Friday, July 31, 2009

Reid Beach State Park, Georgetown, ME

View of Griffith Head from picnic shelter area

Wednesday was beach day for the camp, so off we went to Reid Beach State Park. We started off with lunch for everyone at the picnic shelter and then moved over to the beach. It was low tide, so there was a lot of contrasting colors and contours.

Small tidal pool

Sand amid rock

Seaweed covered rocks

Black and tan

Groovy, man! (I got nothing)

A long, sandy beach, which is rare in Maine. View from Griffith Head

View from Griffith Head

Sunday, July 26, 2009

Portland, ME

U.S. Customs House on Commercial St.

I had the day off today, so I went to Portland to hang out. The foggy, misty weather was appropriate for this New England port city. Old Port is the section of town I like to go to. It's close to the waterfront and filled with shops and bars and restaurants. Although there are a few modern buildings scattered about, most of Old Port consists of older brick buildings with a lot of them being warehouse type buildings.

Rí Rá Irish Pub

I've been sampling the fish n chips in Portland. I've been to Dry Dock Restaurant and Tavern, Gilbert's Chowder House and Rí Rá. Gilbert's weren't that good and the most expensive of the three. Dry Dock was a good value and tasted good, but had the smallest portion of the three. Rí Rá is, by far, the best of them. Fresh haddock dipped in a beer batter that was light and crispy. And, of course, a 7&7 to wash it down. One of better orders of fish n chips I've ever had; almost on par with the order I got at a Britsh pub in Gibraltar.
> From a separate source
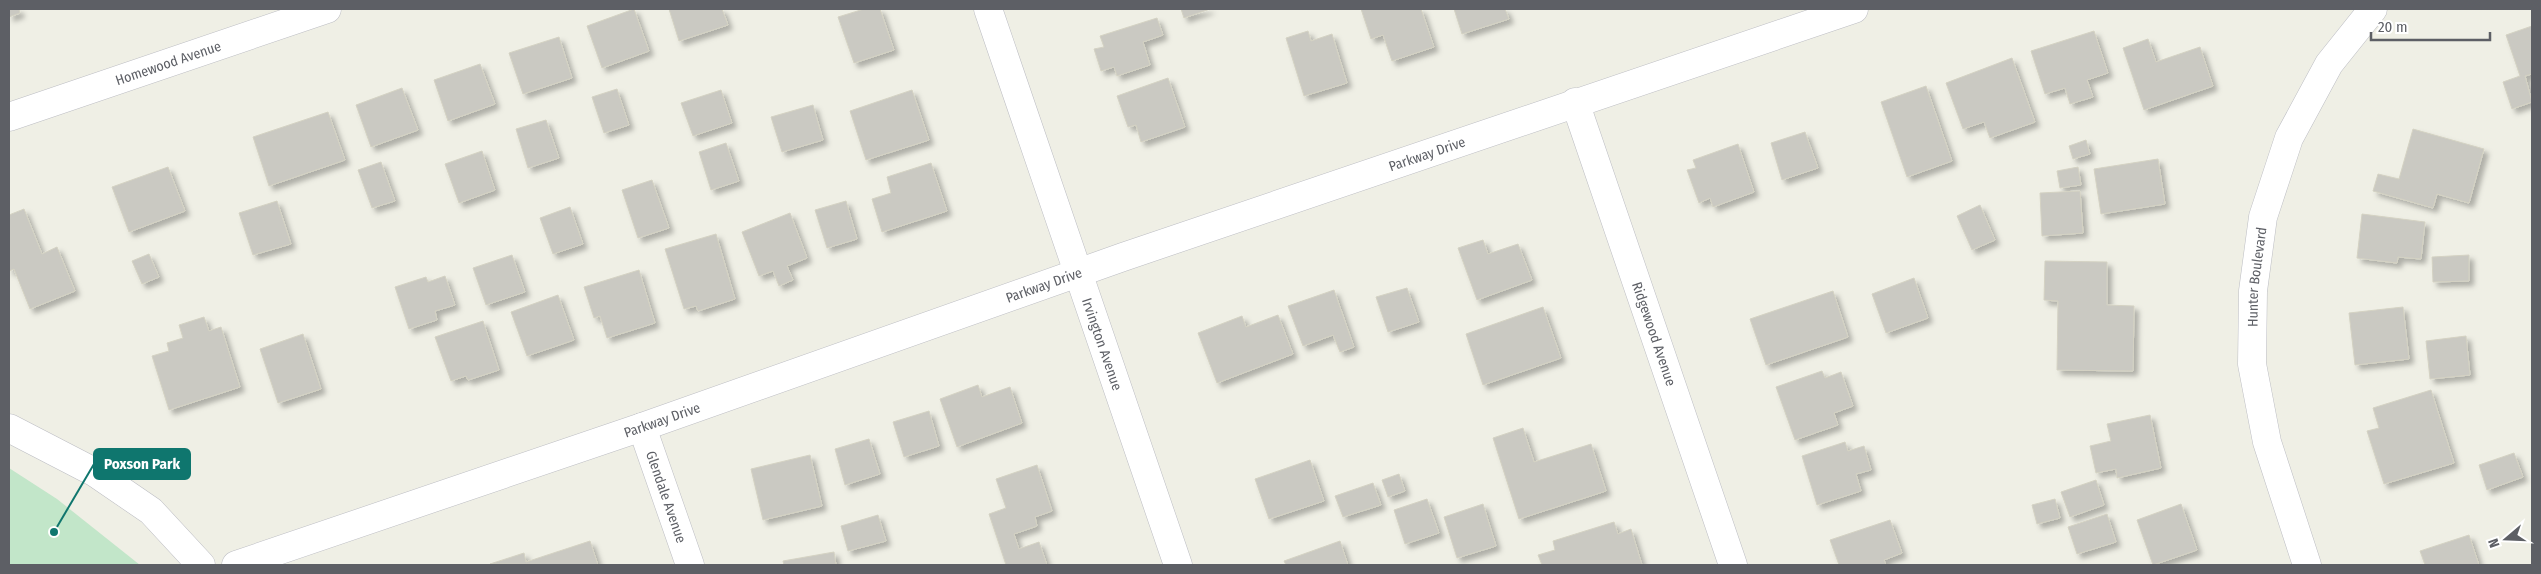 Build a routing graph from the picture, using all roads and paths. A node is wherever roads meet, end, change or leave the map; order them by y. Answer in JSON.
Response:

Bar and restaurant section

Why have one bar when you can have two?

Door to the bar-only side

Fresh haddock with beer batter

That meal didn't have a chance

Old Port

View down Commercial St.

Corner of Moulton St. and Fore St. looking north

View up Exchange St. from Fore St.

I want a cop to chase me down this

Wharf St.

Commercial St. near the piers

Simplicity and symmetry

The Waterfront

The Wharf

Not many boats on the water today

Wharf warehouse

Boat with lobster traps

Java Net Café

My hangout in Old Port on Exchange St.

Good atmosphere.
Similar to FoJo Coffee Works...but with customers.

(Ohhhh, snap!)


Monday, July 20, 2009

Augusta, ME

The State Capitol

Now I know why Augusta is referred to as "Disgusta." For the life of me, I've never seen so much vinyl and aluminum siding. One of the most drab and boring cities I've ever seen. I desperately sought out an old section of town with regal stone and brick houses, but none were found. Is it asking too much to at least have a porch on a house? There were numerous houses with a flat front and a small stoop leading to the front door.

The Kennebec River looking upstream

The Kennebec River looking downstream

St. Augustine Catholic Church

This is an historic building. No, really...

...see, I told ya.

Contrast in brick and mortar

siding! SIDING! SIDING!!

Bastiat vs. Keynes. Bastiat wins, of course.


Them's some big doors

Choo-choo underpass

Finally, a decent looking building

Blight on the Kennebec

Tuesday, July 14, 2009

Burnt Mtn., Maine

The gals at the summit

On Monday, I took three campers and another counselor on a camping/hiking trip up Burnt Mtn. We camped Monday night and hiked to the summit the next day. Burnt Mtn. is due east of Sugarloaf Mtn. in west central Maine. The trailhead is at an elevation of about 1700' and the peak is approximately 3600', so it was a pretty challenging hike for the young gals. The majority of the hike was under a canopy of white birch. When we neared the ridgeline, the birch turned to small pine trees and then to a mostly rocky surface with patchy grasses and wildfllowers.

It took us 2 hours to summit and we enjoyed a sack lunch up top. The brisk wind chased us off sooner than we wanted, but that's the way it goes.

A view from the summit to the southwest

Sugarloaft Mtn. and ski resort to the west

The Carrabasset Valley to the north


Pan o' burgers at the campsite

Our campsite at Deer Farm Campground in Kingfield, ME.